** Opening DATA SUPPLIED block **

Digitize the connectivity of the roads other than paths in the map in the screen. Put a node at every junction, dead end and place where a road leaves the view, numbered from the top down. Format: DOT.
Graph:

** Closing DATA SUPPLIED block **
** Opening DATA SUPPLIED block **

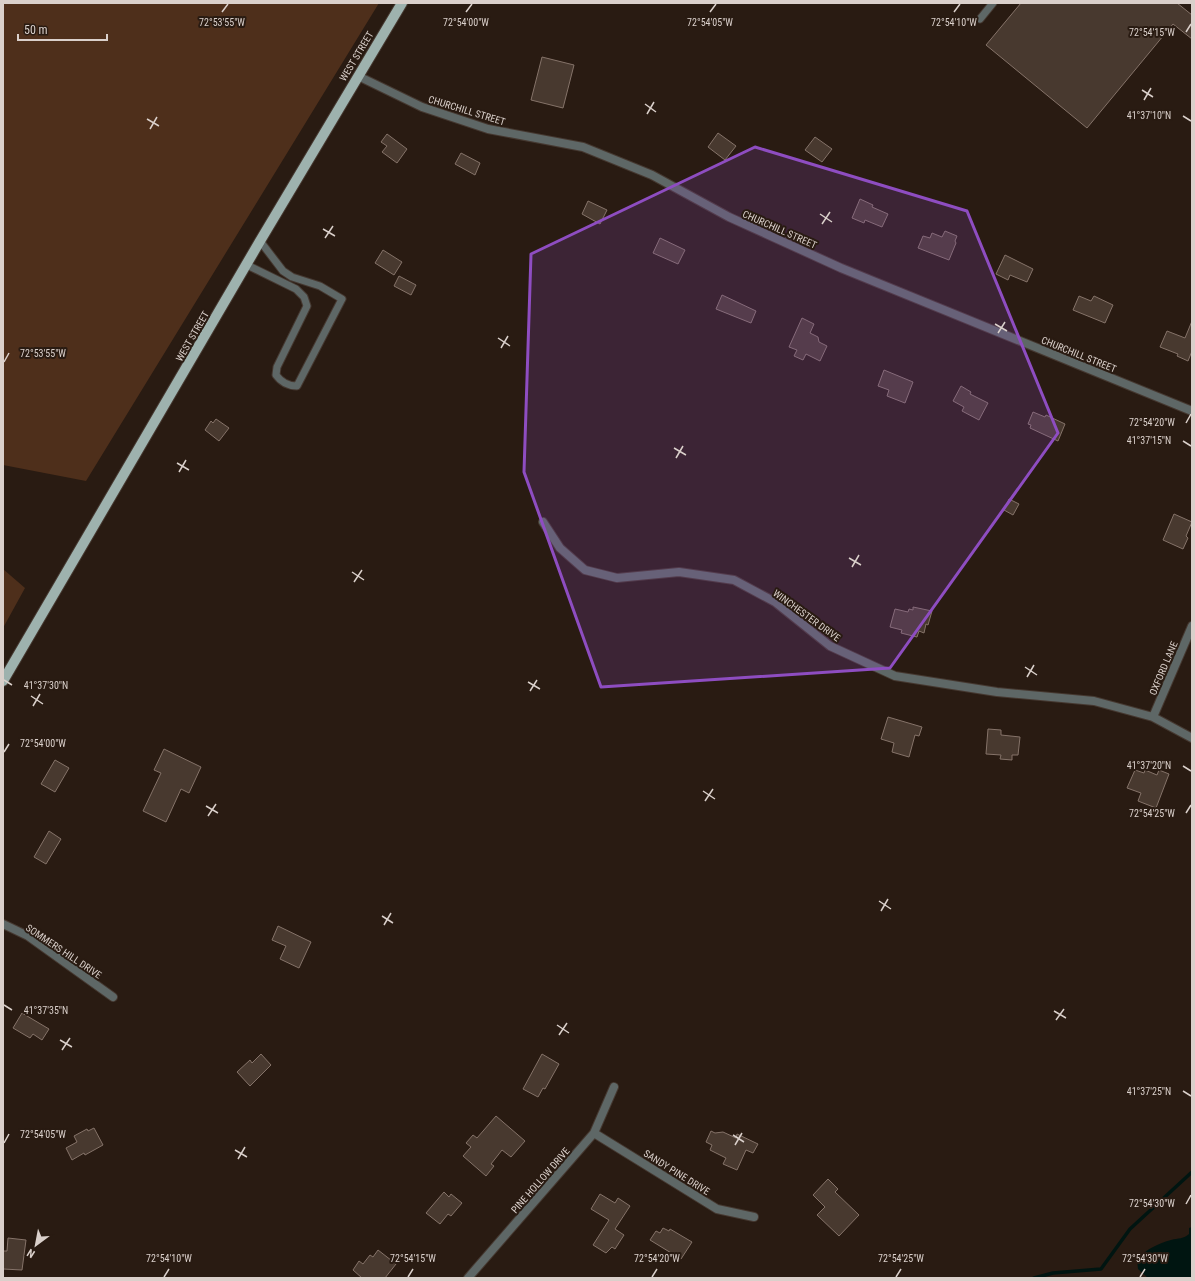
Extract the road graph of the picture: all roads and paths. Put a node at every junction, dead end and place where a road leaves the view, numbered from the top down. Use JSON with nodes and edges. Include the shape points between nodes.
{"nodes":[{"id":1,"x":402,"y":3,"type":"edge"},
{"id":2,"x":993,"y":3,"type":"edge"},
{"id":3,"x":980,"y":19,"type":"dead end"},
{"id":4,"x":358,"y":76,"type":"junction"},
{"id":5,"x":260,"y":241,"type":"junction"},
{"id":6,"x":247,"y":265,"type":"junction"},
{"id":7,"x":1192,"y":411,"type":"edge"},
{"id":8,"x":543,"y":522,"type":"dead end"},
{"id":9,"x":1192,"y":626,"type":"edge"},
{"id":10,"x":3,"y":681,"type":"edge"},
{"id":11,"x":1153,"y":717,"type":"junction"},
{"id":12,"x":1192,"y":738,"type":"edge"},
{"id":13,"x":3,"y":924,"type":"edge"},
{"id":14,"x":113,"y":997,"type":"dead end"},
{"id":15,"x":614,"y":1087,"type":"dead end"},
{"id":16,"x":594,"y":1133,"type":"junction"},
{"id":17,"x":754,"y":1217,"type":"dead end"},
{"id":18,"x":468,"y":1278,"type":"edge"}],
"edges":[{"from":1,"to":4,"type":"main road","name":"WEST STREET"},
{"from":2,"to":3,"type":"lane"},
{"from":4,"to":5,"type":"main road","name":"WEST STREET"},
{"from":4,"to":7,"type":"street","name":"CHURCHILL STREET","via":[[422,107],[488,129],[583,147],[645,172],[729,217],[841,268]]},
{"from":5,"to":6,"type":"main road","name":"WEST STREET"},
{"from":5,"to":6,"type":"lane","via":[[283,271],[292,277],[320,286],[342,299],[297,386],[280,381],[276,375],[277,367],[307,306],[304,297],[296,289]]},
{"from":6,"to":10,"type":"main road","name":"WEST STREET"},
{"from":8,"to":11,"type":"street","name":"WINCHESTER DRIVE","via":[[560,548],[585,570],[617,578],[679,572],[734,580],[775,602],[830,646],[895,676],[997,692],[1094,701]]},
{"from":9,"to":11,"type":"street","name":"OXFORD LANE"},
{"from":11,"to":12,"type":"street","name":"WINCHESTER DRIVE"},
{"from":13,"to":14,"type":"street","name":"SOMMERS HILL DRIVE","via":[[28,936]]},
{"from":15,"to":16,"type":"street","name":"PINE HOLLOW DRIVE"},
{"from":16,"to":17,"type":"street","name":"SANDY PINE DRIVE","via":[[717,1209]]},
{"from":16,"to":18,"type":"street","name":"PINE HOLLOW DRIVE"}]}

** Closing DATA SUPPLIED block **
** Opening DATA SUPPLIED block **

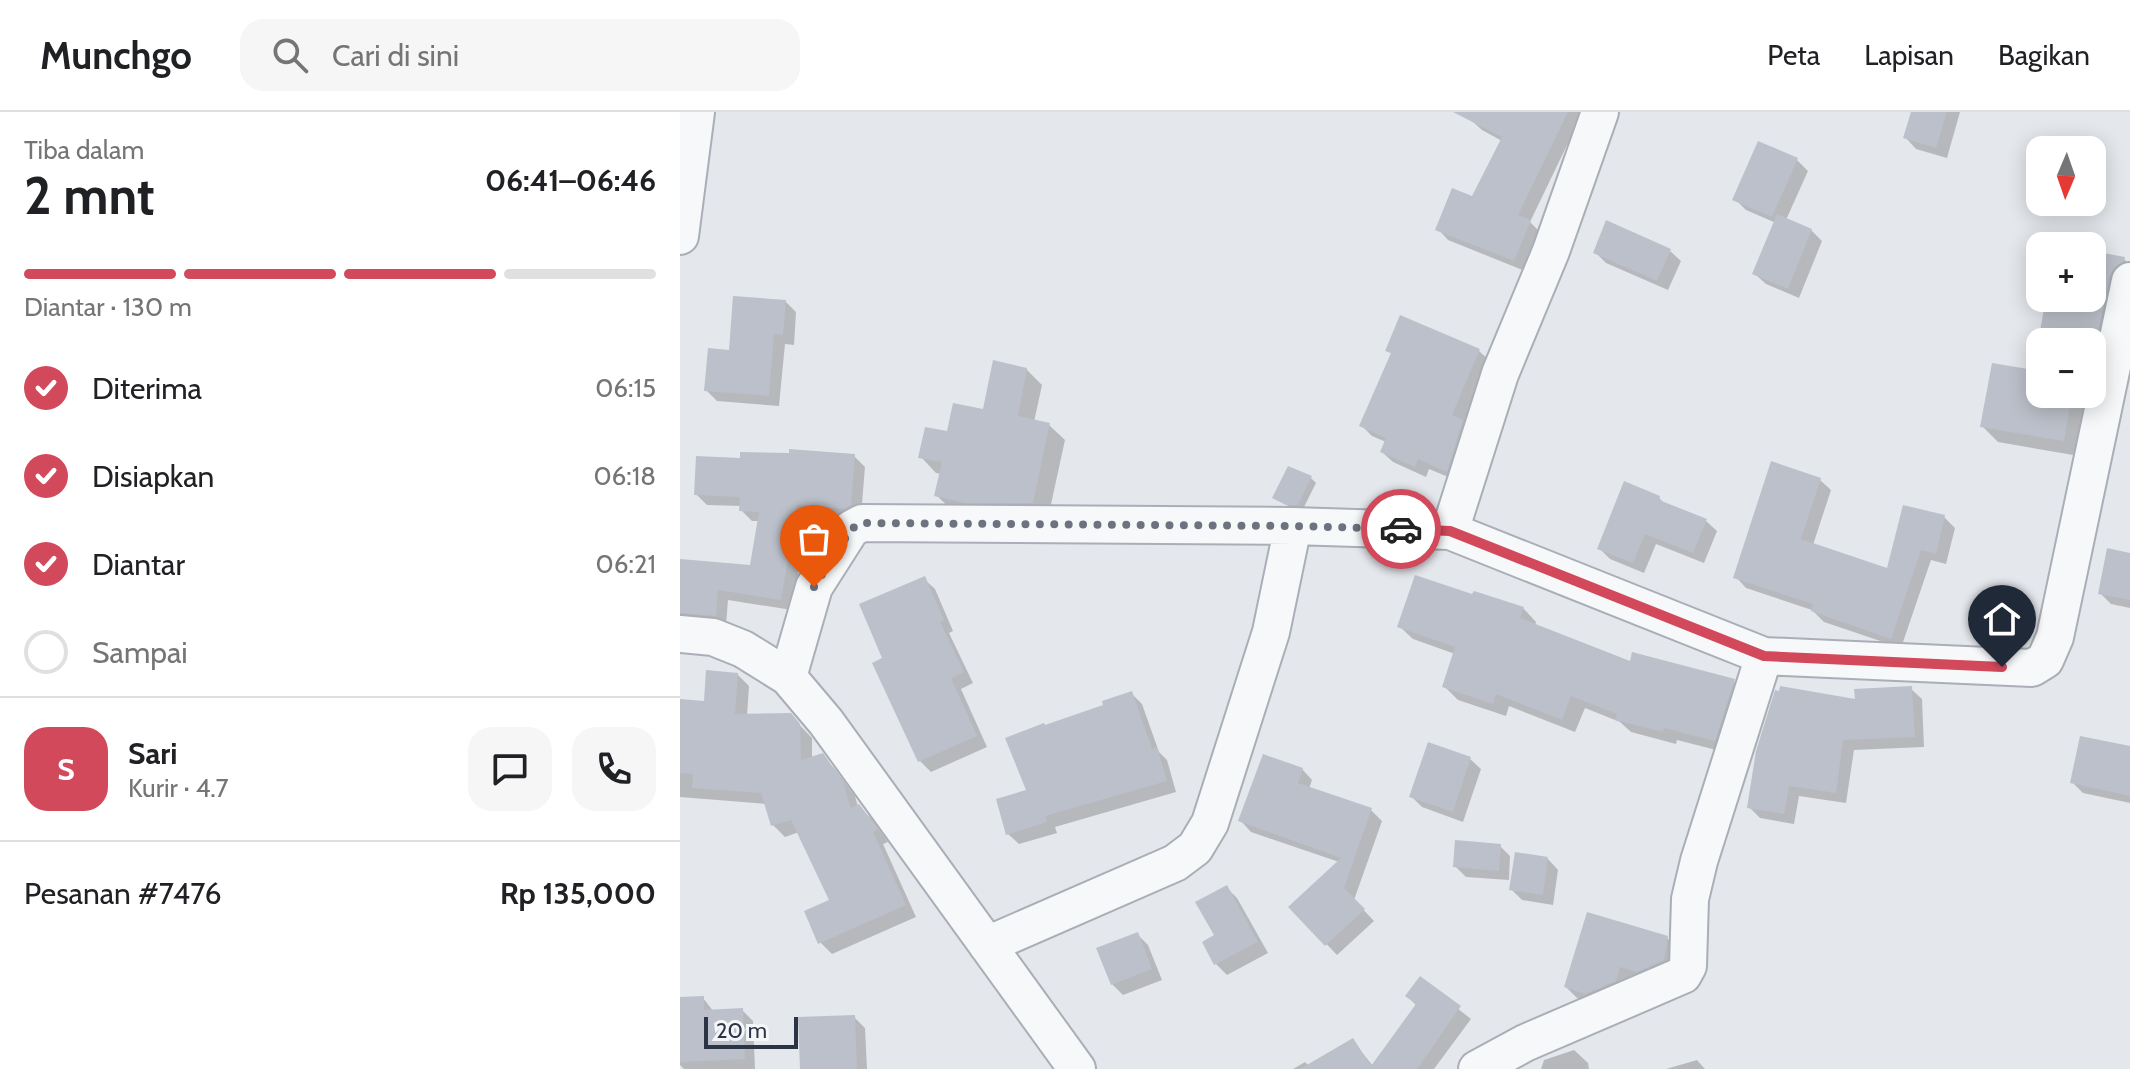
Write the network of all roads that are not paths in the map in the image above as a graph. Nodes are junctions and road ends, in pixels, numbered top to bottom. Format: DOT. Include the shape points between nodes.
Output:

** Closing DATA SUPPLIED block **

Collect the lines of the records that include the string "Format".

Digitize the connectivity of the roads other than paths in the map in the screen. Put a node at every junction, dead end and place where a road leaves the view, numbered from the top down. Format: DOT.
Write the network of all roads that are not paths in the map in the image above as a graph. Nodes are junctions and road ends, in pixels, numbered top to bottom. Format: DOT. Include the shape points between nodes.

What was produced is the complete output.